Berühmt war er wegen seines Gespürs für effektvolle Werbung, gefeiert wurde er für seine technischen Innovationen und die humane Gestaltung der Massenproduktion. Er liebte das Risiko und das Glücksspiel und galt als Charmeur: der Automobilproduzent André Citroen.

Von Mathias Schulenburg |
    Als André-Gustave Citroën am 3. Juli 1935 57-jährig einem Krebsleiden erlag, hatte er den Konkurs seiner Automobilfirma Citroën im Gefolge der damaligen Weltwirtschaftskrise um gerade ein Jahr überlebt.

    André-Gustave Citroën wurde in Paris geboren. Die wohlhabenden jüdischen Eltern waren Levie Citroën, ein angesehener Juwelier aus Amsterdam, und Masza Amalia Kleinmann aus Warschau. Der Name Citroën ist vom niederländischen Wort "citroen", Zitrone, abgeleitet, denn die ersten bekannten Vorfahren der Familie waren Amsterdamer Limonenhändler. In der neuen Wahlheimat Frankreich mutierte Citroen schließlich zu Citroën.

    Die Karriere André Citroëns, des ausgebildeten Ingenieurs, begann mit der Umsetzung eines Patentes über Winkelzahnräder, die später auch die Vorlage für das Emblem der Autofirma Citroën, den Doppelwinkel, abgeben sollten. Die Zahnradproduktion

    Dann kam der Erste Weltkrieg. Der hochtalentierte Organisator Citroën bot dem französischen Staat den Bau einer Granatenfabrik an, die dann bis zum Kriegsende auch 23 Millionen Granaten herstellte.

    Nach dem Krieg begann Citroën, einen Traum zu realisieren: Die Produktion von Autos. Citroëns Konstrukteure entfalteten einen Erfindungsgeist, der die Firma in Europa zeitweilig an die Spitze trug. Unter den zahlreichen Innovationen: der Vorderradantrieb.

    Legendär auch André Citroëns Gespür für zündende Werbung.

    Er ließ den Namen seiner Firma in riesigen Lettern am Pariser Eiffelturm aufleuchten; das Spektakel diente Charles Lindbergh im Mai 1927 als Orientierungshilfe - und natürlich lud Citroën den glücklich gelandeten Atlantiküberflieger sogleich publikumswirksam ein.

    Citroën ließ Hergé, den Erfinder von "Tim und Struppi", für sich zeichnen. Der Künstler revanchierte sich, indem er seine Comics mit Fahrzeugen des Herstellers ausstattete. Im Abenteuer "Der Fall Bienlein" fahren die Detektive Schulze und Schultze eine Ente.
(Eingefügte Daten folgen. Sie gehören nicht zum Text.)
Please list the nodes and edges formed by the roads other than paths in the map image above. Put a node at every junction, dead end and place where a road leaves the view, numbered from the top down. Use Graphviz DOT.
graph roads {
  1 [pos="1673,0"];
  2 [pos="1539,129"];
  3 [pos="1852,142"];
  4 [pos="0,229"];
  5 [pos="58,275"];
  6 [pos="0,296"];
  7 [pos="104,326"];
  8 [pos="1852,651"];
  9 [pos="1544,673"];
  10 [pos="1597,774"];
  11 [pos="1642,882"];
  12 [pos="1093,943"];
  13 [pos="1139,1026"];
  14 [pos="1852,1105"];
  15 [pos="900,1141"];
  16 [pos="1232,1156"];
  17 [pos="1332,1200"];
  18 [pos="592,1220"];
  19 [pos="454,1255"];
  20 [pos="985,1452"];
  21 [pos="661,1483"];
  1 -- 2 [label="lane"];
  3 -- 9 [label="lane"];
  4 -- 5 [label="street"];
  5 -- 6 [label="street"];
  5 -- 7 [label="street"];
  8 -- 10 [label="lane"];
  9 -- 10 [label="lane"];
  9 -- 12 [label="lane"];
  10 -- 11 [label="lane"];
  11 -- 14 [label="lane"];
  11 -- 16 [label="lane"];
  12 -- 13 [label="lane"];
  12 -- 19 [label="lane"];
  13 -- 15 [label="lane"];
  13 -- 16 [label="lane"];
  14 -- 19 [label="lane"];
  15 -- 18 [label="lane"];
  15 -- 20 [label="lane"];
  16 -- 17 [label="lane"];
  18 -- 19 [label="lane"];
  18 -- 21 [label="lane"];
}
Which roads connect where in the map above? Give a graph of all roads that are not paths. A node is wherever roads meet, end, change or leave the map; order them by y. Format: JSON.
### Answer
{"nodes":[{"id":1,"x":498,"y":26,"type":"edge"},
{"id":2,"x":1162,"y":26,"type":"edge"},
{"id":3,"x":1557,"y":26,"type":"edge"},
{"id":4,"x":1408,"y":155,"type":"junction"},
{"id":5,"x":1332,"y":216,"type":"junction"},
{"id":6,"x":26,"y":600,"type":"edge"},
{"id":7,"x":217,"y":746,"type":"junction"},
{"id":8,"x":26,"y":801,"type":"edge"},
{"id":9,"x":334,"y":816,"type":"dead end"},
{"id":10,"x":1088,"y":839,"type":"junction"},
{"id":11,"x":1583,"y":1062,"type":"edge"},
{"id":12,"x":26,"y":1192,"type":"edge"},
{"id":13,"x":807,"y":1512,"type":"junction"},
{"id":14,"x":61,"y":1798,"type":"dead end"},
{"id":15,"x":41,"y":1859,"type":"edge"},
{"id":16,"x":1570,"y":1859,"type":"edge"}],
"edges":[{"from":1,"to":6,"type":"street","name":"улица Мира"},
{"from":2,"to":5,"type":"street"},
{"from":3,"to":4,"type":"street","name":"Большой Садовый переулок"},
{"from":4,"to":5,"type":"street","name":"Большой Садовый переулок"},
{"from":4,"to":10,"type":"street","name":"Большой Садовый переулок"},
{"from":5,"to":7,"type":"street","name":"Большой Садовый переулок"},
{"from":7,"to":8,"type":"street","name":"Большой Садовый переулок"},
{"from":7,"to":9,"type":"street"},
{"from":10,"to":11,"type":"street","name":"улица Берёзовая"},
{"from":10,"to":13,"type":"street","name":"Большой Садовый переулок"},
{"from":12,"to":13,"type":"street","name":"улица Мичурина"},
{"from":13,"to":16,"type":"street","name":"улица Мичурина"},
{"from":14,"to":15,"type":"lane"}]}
    Nach dem Konkurs seiner Firma konnten Citroëns Spitzenkräfte unter der Führung Michelins weitermachen und bauten – ganz im Geiste des Gründers – unter anderem zwei Kultautos: Das flunderartige Modell DS, lautmalerisch bedeutete das "Göttin", und den 2CV, die Ente. Die Göttin verfügte neben vielen anderen Raffinessen über ein hydropneumatisches Federwerk, das die Bequemlichkeit eines Sofas vermittelte.

    "Göttin" wie "Ente" hatten keine Spur der dumpfen Angriffslust, die heute vielen Automobilen des sogenannten Premium-Segmentes anhaftet – auch das ganz im Sinne des Firmengründers, der als Charmeur galt. Der "Göttin" entstiegen in der Reklame bevorzugt schöne Frauen wie Catherine Deneuve, Gina Lollobrigida und Romy Schneider. André Citroën ließ schon 1928 mit Frauen am Steuer werben, als die Lenkräder anderenorts noch fest in Herrenhand lagen. Auch Kinder, die potenzielle Kundschaft von morgen, wurden früh auf das Haus Citroën geprägt – mit eigens angefertigten hübschen Fahrzeugmodellen und Kinderautos, sogar elektrischen, wie der Citroënette.

    Auch die Ente passte in die Landschaft. Sie war schließlich mit der Vorgabe entwickelt worden, gegebenenfalls zwei Bauern, einen Sack Kartoffeln oder ein Fass Wein, oder eine Ziege, butterweich über holprige Feldwege tragen zu können, was wunderbar gelang. Und war sie auch schwach, das Urlaubsziel erreichte sie allemal – wenn man eine Dose Sprühöl dabei hatte, für die Zündung.